Extracted data entries -
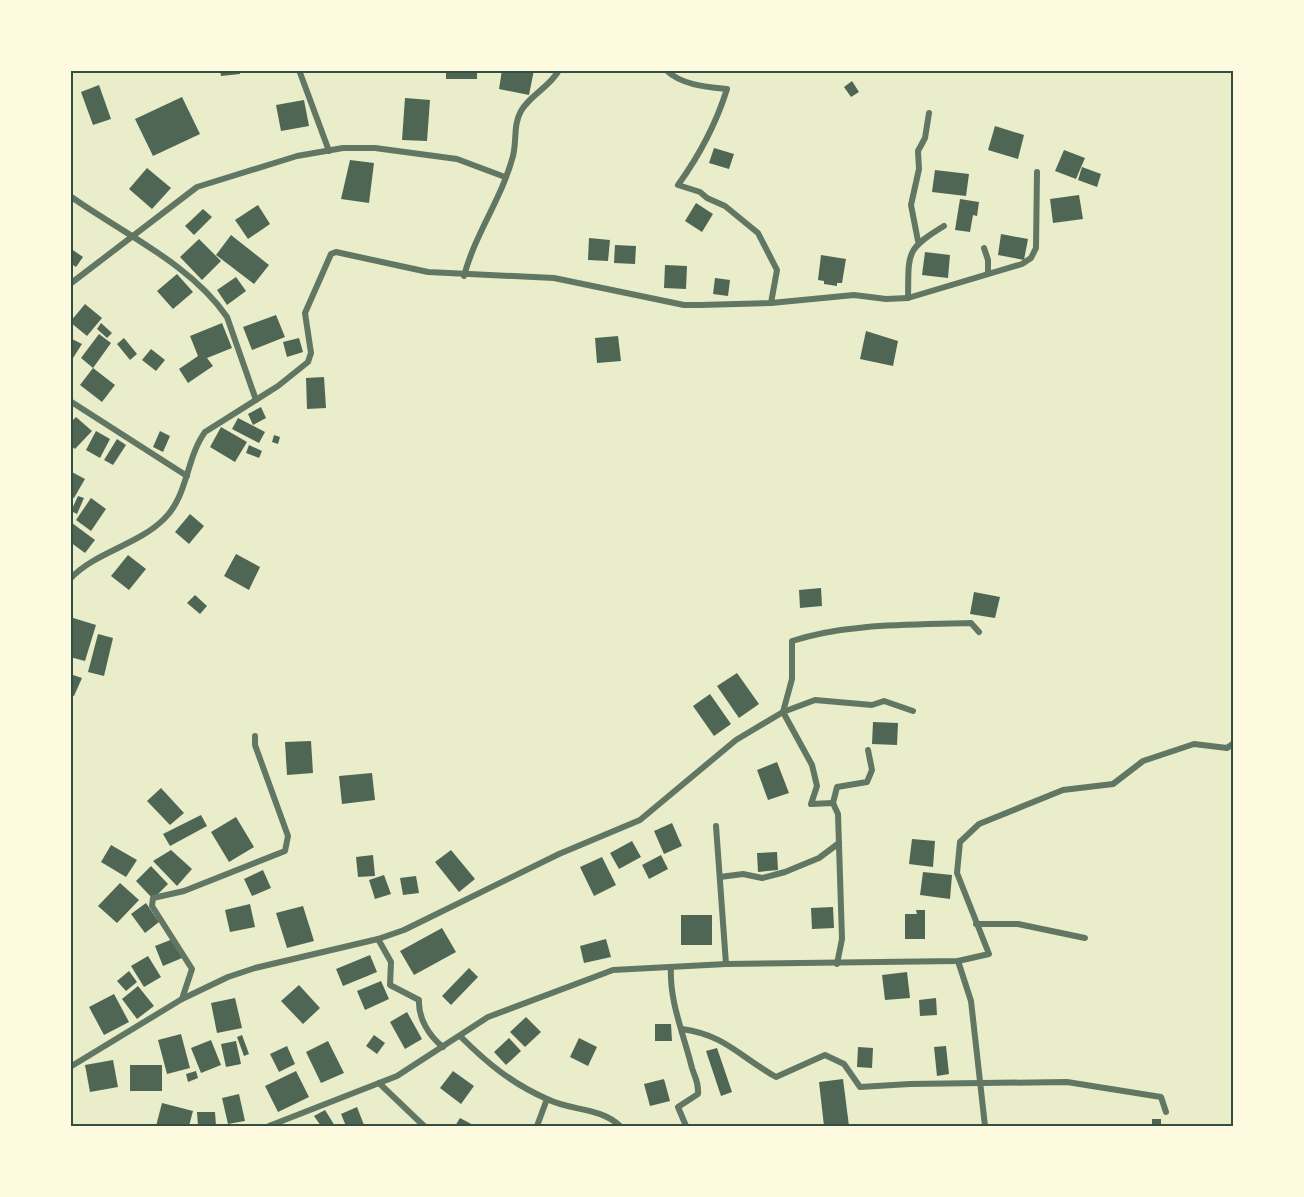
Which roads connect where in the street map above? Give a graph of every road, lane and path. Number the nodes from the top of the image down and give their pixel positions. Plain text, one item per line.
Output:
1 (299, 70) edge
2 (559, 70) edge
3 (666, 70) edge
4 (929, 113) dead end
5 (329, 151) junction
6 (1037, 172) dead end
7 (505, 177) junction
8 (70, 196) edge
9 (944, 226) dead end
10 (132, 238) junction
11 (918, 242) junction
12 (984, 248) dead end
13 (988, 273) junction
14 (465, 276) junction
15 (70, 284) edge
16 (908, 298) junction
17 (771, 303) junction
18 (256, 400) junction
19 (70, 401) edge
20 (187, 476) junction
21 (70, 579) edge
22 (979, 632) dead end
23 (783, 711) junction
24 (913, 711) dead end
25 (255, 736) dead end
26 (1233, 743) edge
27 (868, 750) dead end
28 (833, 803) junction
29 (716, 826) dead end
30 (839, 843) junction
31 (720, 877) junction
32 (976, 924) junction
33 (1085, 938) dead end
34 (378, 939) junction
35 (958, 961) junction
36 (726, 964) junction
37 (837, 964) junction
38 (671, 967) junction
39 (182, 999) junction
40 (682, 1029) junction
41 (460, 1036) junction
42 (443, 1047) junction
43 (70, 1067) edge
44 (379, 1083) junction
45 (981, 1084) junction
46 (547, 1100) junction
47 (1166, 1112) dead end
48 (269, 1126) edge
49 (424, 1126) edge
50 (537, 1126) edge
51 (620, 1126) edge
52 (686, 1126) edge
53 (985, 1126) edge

EXERCISE BRIEF - Extract every line of the data exactly; pictures stay out.

SOLVED PROBLEM -
Which roads connect where in the street map above? Give a graph of every road, lane and path. Number the nodes from the top of the image down and give their pixel positions. Plain text, one item per line.
Output:
1 (299, 70) edge
2 (559, 70) edge
3 (666, 70) edge
4 (929, 113) dead end
5 (329, 151) junction
6 (1037, 172) dead end
7 (505, 177) junction
8 (70, 196) edge
9 (944, 226) dead end
10 (132, 238) junction
11 (918, 242) junction
12 (984, 248) dead end
13 (988, 273) junction
14 (465, 276) junction
15 (70, 284) edge
16 (908, 298) junction
17 (771, 303) junction
18 (256, 400) junction
19 (70, 401) edge
20 (187, 476) junction
21 (70, 579) edge
22 (979, 632) dead end
23 (783, 711) junction
24 (913, 711) dead end
25 (255, 736) dead end
26 (1233, 743) edge
27 (868, 750) dead end
28 (833, 803) junction
29 (716, 826) dead end
30 (839, 843) junction
31 (720, 877) junction
32 (976, 924) junction
33 (1085, 938) dead end
34 (378, 939) junction
35 (958, 961) junction
36 (726, 964) junction
37 (837, 964) junction
38 (671, 967) junction
39 (182, 999) junction
40 (682, 1029) junction
41 (460, 1036) junction
42 (443, 1047) junction
43 (70, 1067) edge
44 (379, 1083) junction
45 (981, 1084) junction
46 (547, 1100) junction
47 (1166, 1112) dead end
48 (269, 1126) edge
49 (424, 1126) edge
50 (537, 1126) edge
51 (620, 1126) edge
52 (686, 1126) edge
53 (985, 1126) edge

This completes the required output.